# Hands-On Tutorial: Shared Code[¶](https://knowledge.dataiku.com/latest/courses/advanced-code/shared-code/shared-code-hands-on.html#hands-on-tutorial-shared-code "Permalink to this headline")

Developers benefit from collective knowledge when they code with others developing projects on the same Dataiku instance. One of the most common ways to access and share frequently-used code in Dataiku is project libraries. When the code you need is available in a Git repository, you can import it into your project library and share that library with other projects for maximum reusability.

In this tutorial, we’ll create a single project library that you can share among projects.

## Let’s Get Started![¶](https://knowledge.dataiku.com/latest/courses/advanced-code/shared-code/shared-code-hands-on.html#let-s-get-started "Permalink to this headline")

In this hands-on tutorial, you will learn how to:

* create a shareable project library;

* add a file by importing it from a remote Git repository into a project’s library;

* import the project library into a second project; and

* make use of a shared code module.

### Prerequisites[¶](https://knowledge.dataiku.com/latest/courses/advanced-code/shared-code/shared-code-hands-on.html#prerequisites "Permalink to this headline")

To complete this tutorial, you’ll need the following:

* Dataiku - version 8.0 or above.

* A Python environment that includes the package openpyxl.

Note

The 14-Day Free Online Trial contains a code environment, “dash”, that includes everything you need to complete the courses in the Developer learning path.

Note

This tutorial was tested using a Python 3.6 code environment. Other Python versions may be compatible.

* A GitHub account with a public SSH key. This is needed so that you can download a Python file from the Dataiku Academy Samples repository using SSH.

Note

Visit GitHub Docs to find out how to sign up for a GitHub account. For more information about adding a public SSH key to your account, visit GitHub Docs: Connecting to GitHub with SSH.

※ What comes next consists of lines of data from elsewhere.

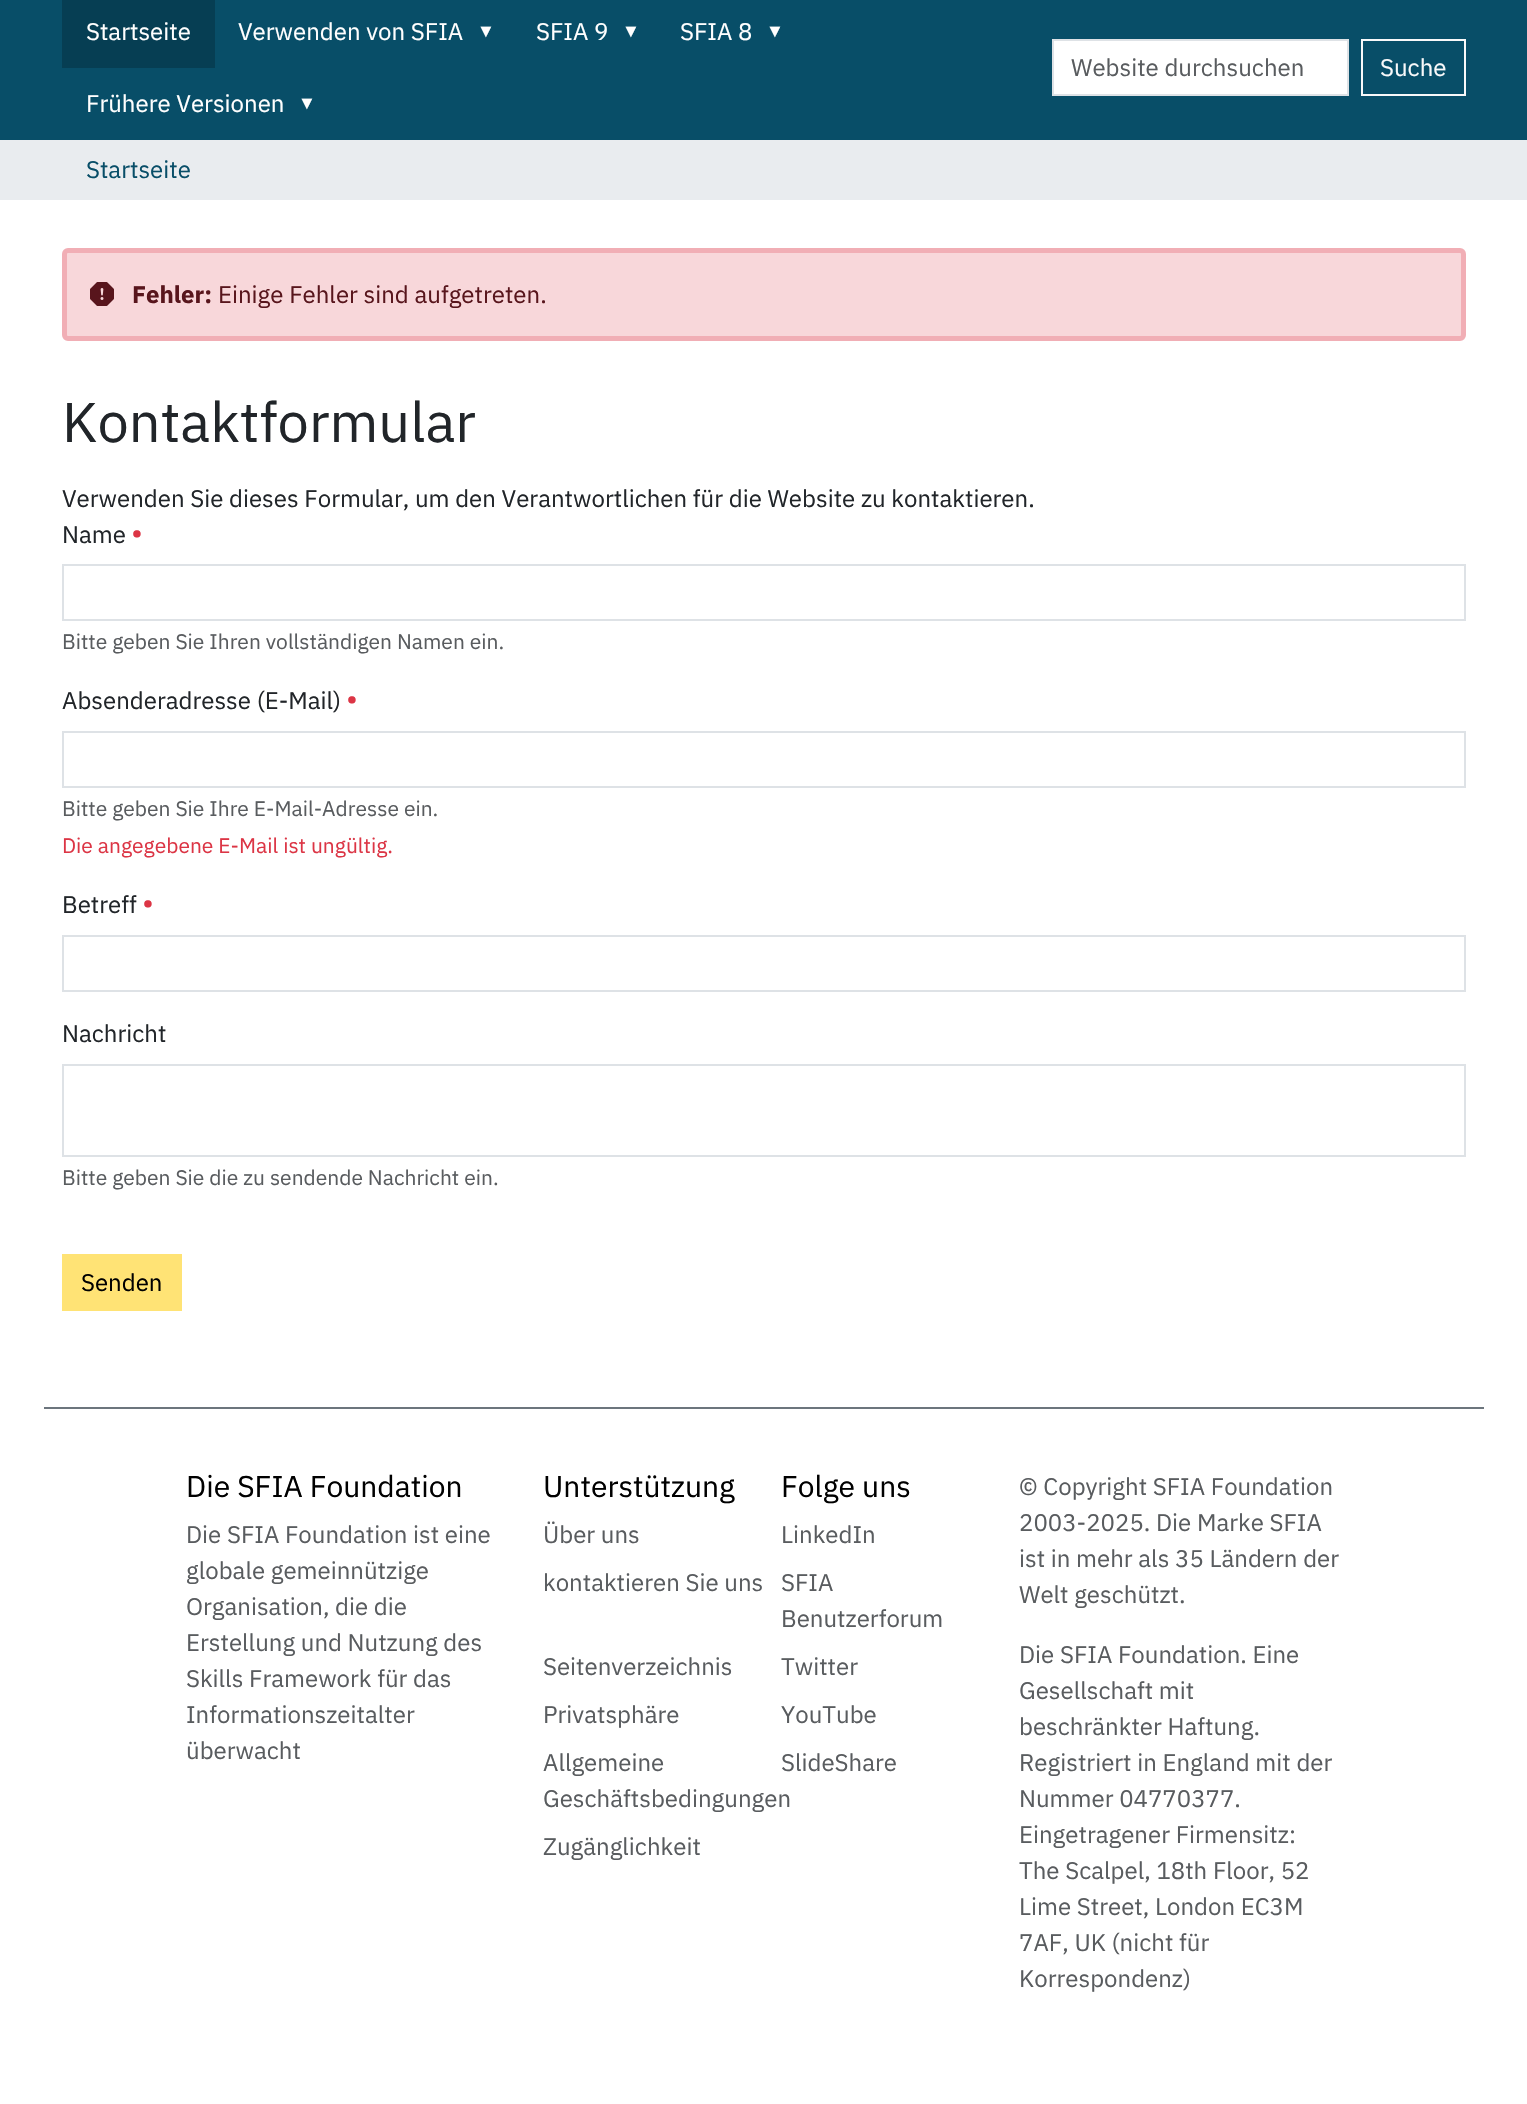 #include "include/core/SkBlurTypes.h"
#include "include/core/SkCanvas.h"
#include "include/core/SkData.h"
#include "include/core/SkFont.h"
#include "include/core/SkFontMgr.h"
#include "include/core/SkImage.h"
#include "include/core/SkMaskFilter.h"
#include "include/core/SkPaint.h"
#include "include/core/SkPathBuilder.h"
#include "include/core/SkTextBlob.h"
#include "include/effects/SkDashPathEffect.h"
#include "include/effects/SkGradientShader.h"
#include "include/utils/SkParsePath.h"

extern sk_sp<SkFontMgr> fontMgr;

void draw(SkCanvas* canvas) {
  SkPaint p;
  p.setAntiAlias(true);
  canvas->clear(SK_ColorWHITE);
  p.setColor(SkColorSetRGB(8, 78, 104));
  canvas->drawRect(SkRect::MakeLTRB(0, 0, 1527, 140), p);
  p.setColor(SkColorSetRGB(6, 62, 83));
  canvas->drawRect(SkRect::MakeLTRB(62, 0, 215, 68), p);
  p.setColor(SK_ColorWHITE);
  canvas->drawRect(SkRect::MakeLTRB(1053, 40, 1348, 95), p);
  p.setStyle(SkPaint::kStroke_Style);
  p.setStrokeWidth(2);
  p.setColor(SkColorSetRGB(222, 226, 230));
  canvas->drawRect(SkRect::MakeLTRB(1053, 40, 1348, 95), p);
  p.setColor(SkColorSetRGB(248, 249, 250));
  canvas->drawRect(SkRect::MakeLTRB(1362, 40, 1465, 95), p);
  p.setStyle(SkPaint::kFill_Style);
  p.setColor(SkColorSetRGB(233, 236, 239));
  canvas->drawRect(SkRect::MakeLTRB(0, 140, 1527, 200), p);
  p.setColor(SkColorSetRGB(248, 215, 218));
  canvas->drawRoundRect(SkRect::MakeLTRB(64.5f, 250.5f, 1463.5f, 338.5f), 3.5f, 3.5f, p);
  p.setStyle(SkPaint::kStroke_Style);
  p.setStrokeWidth(5);
  p.setColor(SkColorSetRGB(241, 174, 181));
  canvas->drawRoundRect(SkRect::MakeLTRB(64.5f, 250.5f, 1463.5f, 338.5f), 3.5f, 3.5f, p);
  canvas->drawImageRect(SkImages::DeferredFromEncodedData(SkData::MakeFromFileName("images/1.png")), SkRect::MakeLTRB(90, 282, 114, 306), SkSamplingOptions());
  p.setStrokeWidth(2);
  p.setColor(SkColorSetRGB(222, 226, 230));
  canvas->drawRect(SkRect::MakeLTRB(63, 565, 1465, 620), p);
  canvas->drawRect(SkRect::MakeLTRB(63, 732, 1465, 787), p);
  canvas->drawRect(SkRect::MakeLTRB(63, 936, 1465, 991), p);
  canvas->drawRect(SkRect::MakeLTRB(63, 1065, 1465, 1156), p);
  p.setStyle(SkPaint::kFill_Style);
  p.setColor(SkColorSetRGB(255, 227, 117));
  canvas->drawRect(SkRect::MakeLTRB(62, 1254, 182, 1311), p);
  p.setColor(SkColorSetRGB(108, 117, 125));
  canvas->drawRect(SkRect::MakeLTRB(44, 1407, 1484, 1409), p);
  SkFont font1(fontMgr->matchFamilyStyle("IBM Plex Sans", SkFontStyle::Normal()), 24);
  font1.setSubpixel(true);
  p.setColor(SK_ColorWHITE);
  canvas->drawString("Startseite", 86, 40, font1, p);
  canvas->drawString("Verwenden von SFIA", 238, 40, font1, p);
  SkFont font2(fontMgr->matchFamilyStyle("Liberation Sans", SkFontStyle::Normal()), 18);
  font2.setSubpixel(true);
  canvas->drawString("▼", 477, 37, font2, p);
  canvas->drawString("SFIA 9", 536, 40, font1, p);
  canvas->drawString("▼", 622, 37, font2, p);
  canvas->drawString("SFIA 8", 680, 40, font1, p);
  canvas->drawString("▼", 766, 37, font2, p);
  canvas->drawString("Frühere Versionen", 86, 112, font1, p);
  canvas->drawString("▼", 298, 109, font2, p);
  p.setColor(SkColorSetRGB(89, 92, 95));
  canvas->drawString("Website durchsuchen", 1071, 76, font1, p);
  p.setColor(SkColorSetRGB(248, 249, 250));
  canvas->drawString("Suche", 1380, 76, font1, p);
  p.setColor(SkColorSetRGB(8, 78, 104));
  canvas->drawString("Startseite", 86, 178, font1, p);
  SkFont font3(fontMgr->matchFamilyStyle("IBM Plex Sans", SkFontStyle::Bold()), 24);
  font3.setSubpixel(true);
  p.setColor(SkColorSetRGB(88, 21, 28));
  canvas->drawString("Fehler:", 132, 303, font3, p);
  canvas->drawString("Einige Fehler sind aufgetreten.", 218, 303, font1, p);
  SkFont font4(fontMgr->matchFamilyStyle("IBM Plex Sans", SkFontStyle::Normal()), 56);
  font4.setSubpixel(true);
  p.setColor(SkColorSetRGB(33, 37, 41));
  canvas->drawString("Kontaktformular", 62, 442, font4, p);
  canvas->drawString("Verwenden Sie dieses Formular, um den Verantwortlichen für die Website zu kontaktieren.", 62, 507, font1, p);
  canvas->drawString("Name", 62, 543, font1, p);
  SkFont font5(fontMgr->matchFamilyStyle("IBM Plex Sans", SkFontStyle::Normal()), 30);
  font5.setSubpixel(true);
  p.setColor(SkColorSetRGB(220, 53, 69));
  canvas->drawString("•", 131, 543, font5, p);
  SkFont font6(fontMgr->matchFamilyStyle("IBM Plex Sans", SkFontStyle::Normal()), 21);
  font6.setSubpixel(true);
  p.setColor(SkColorSetRGB(89, 92, 95));
  canvas->drawString("Bitte geben Sie Ihren vollständigen Namen ein.", 62, 649, font6, p);
  p.setColor(SkColorSetRGB(33, 37, 41));
  canvas->drawString("Absenderadresse (E-Mail)", 62, 709, font1, p);
  p.setColor(SkColorSetRGB(220, 53, 69));
  canvas->drawString("•", 346, 709, font5, p);
  p.setColor(SkColorSetRGB(89, 92, 95));
  canvas->drawString("Bitte geben Sie Ihre E-Mail-Adresse ein.", 62, 816, font6, p);
  p.setColor(SkColorSetRGB(220, 53, 69));
  canvas->drawString("Die angegebene E-Mail ist ungültig.", 62, 853, font6, p);
  p.setColor(SkColorSetRGB(33, 37, 41));
  canvas->drawString("Betreff", 62, 913, font1, p);
  p.setColor(SkColorSetRGB(220, 53, 69));
  canvas->drawString("•", 142, 913, font5, p);
  p.setColor(SkColorSetRGB(33, 37, 41));
  canvas->drawString("Nachricht", 62, 1042, font1, p);
  p.setColor(SkColorSetRGB(89, 92, 95));
  canvas->drawString("Bitte geben Sie die zu sendende Nachricht ein.", 62, 1185, font6, p);
  p.setColor(SK_ColorBLACK);
  canvas->drawString("Senden", 81, 1291, font1, p);
  canvas->drawString("Die SFIA Foundation", 186, 1497, font5, p);
  p.setColor(SkColorSetRGB(89, 92, 95));
  canvas->drawString("Die SFIA Foundation ist eine", 186, 1543, font1, p);
  canvas->drawString("globale gemeinnützige", 186, 1579, font1, p);
  canvas->drawString("Organisation, die die", 186, 1615, font1, p);
  canvas->drawString("Erstellung und Nutzung des", 186, 1651, font1, p);
  canvas->drawString("Skills Framework für das", 186, 1687, font1, p);
  canvas->drawString("Informationszeitalter", 186, 1723, font1, p);
  canvas->drawString("überwacht", 186, 1759, font1, p);
  p.setColor(SK_ColorBLACK);
  canvas->drawString("Unterstützung", 543, 1497, font5, p);
  p.setColor(SkColorSetRGB(89, 92, 95));
  canvas->drawString("Über uns", 543, 1543, font1, p);
  canvas->drawString("kontaktieren Sie uns", 543, 1591, font1, p);
  canvas->drawString("Seitenverzeichnis", 543, 1675, font1, p);
  canvas->drawString("Privatsphäre", 543, 1723, font1, p);
  canvas->drawString("Allgemeine", 543, 1771, font1, p);
  canvas->drawString("Geschäftsbedingungen", 543, 1807, font1, p);
  canvas->drawString("Zugänglichkeit", 543, 1855, font1, p);
  p.setColor(SK_ColorBLACK);
  canvas->drawString("Folge uns", 781, 1497, font5, p);
  p.setColor(SkColorSetRGB(89, 92, 95));
  canvas->drawString("LinkedIn", 781, 1543, font1, p);
  canvas->drawString("SFIA", 781, 1591, font1, p);
  canvas->drawString("Benutzerforum", 781, 1627, font1, p);
  canvas->drawString("Twitter", 781, 1675, font1, p);
  canvas->drawString("YouTube", 781, 1723, font1, p);
  canvas->drawString("SlideShare", 781, 1771, font1, p);
  canvas->drawString("© Copyright SFIA Foundation", 1019, 1495, font1, p);
  canvas->drawString("2003-2025. Die Marke SFIA", 1019, 1531, font1, p);
  canvas->drawString("ist in mehr als 35 Ländern der", 1019, 1567, font1, p);
  canvas->drawString("Welt geschützt.", 1019, 1603, font1, p);
  canvas->drawString("Die SFIA Foundation. Eine", 1019, 1663, font1, p);
  canvas->drawString("Gesellschaft mit", 1019, 1699, font1, p);
  canvas->drawString("beschränkter Haftung.", 1019, 1735, font1, p);
  canvas->drawString("Registriert in England mit der", 1019, 1771, font1, p);
  canvas->drawString("Nummer 04770377.", 1019, 1807, font1, p);
  canvas->drawString("Eingetragener Firmensitz:", 1019, 1843, font1, p);
  canvas->drawString("The Scalpel, 18th Floor, 52", 1019, 1879, font1, p);
  canvas->drawString("Lime Street, London EC3M", 1019, 1915, font1, p);
  canvas->drawString("7AF, UK (nicht für", 1019, 1951, font1, p);
  canvas->drawString("Korrespondenz)", 1019, 1987, font1, p);
}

## Create the Starter Projects[¶](https://knowledge.dataiku.com/latest/courses/advanced-code/shared-code/shared-code-hands-on.html#create-the-starter-projects "Permalink to this headline")

### Create Projects A and B[¶](https://knowledge.dataiku.com/latest/courses/advanced-code/shared-code/shared-code-hands-on.html#create-projects-a-and-b "Permalink to this headline")

* From the Dataiku homepage, click **+New Project > DSS Tutorials > Developer > Project A (Tutorial)**.

* Then, click **+New Project > DSS Tutorials > Developer > Project B (Tutorial)**.

Note

You can also download Project A and Project B from the downloads page and import them as zip files.

Here is the starting Flow for Project A.

Note

The data quality issues in the *ecommerce\_transactions* dataset will not impact the steps needed to complete this tutorial.

And the same for Project B.

## Create a Code Library in Project A[¶](https://knowledge.dataiku.com/latest/courses/advanced-code/shared-code/shared-code-hands-on.html#create-a-code-library-in-project-a "Permalink to this headline")

In this section, we’ll add a “Pandas Dataframe to Excel” function to our shared code library in Project A by cloning a library from a remote Git repository. To find out more, visit Working with Git.

Note

A Project Library is the place to store code that you plan to reuse in code-based objects (e.g., code recipes and notebooks) in your project. You can define objects, functions, etc., in a project library.

Project libraries should be used for code that is project-specific. However, libraries also leverage shared GitHub repositories, allowing you to retrieve your classes and functions.

You can import libraries from other Dataiku projects to use in your project. See the product documentation to learn about reusing Python code and reusing R code.

### Access the Remote Git Repo[¶](https://knowledge.dataiku.com/latest/courses/advanced-code/shared-code/shared-code-hands-on.html#access-the-remote-git-repo "Permalink to this headline")

The first step is to access the remote Git repo and copy the SSH URL. We’ll need this URL to import the Python file from the remote repo into our project library.

Note

When importing from Git, use SSH for a secure connection. Visit GitHub reference documentation to find out more about using SSH with GitHub. Visit Working with Git for more information about working with Git in your Dataiku project.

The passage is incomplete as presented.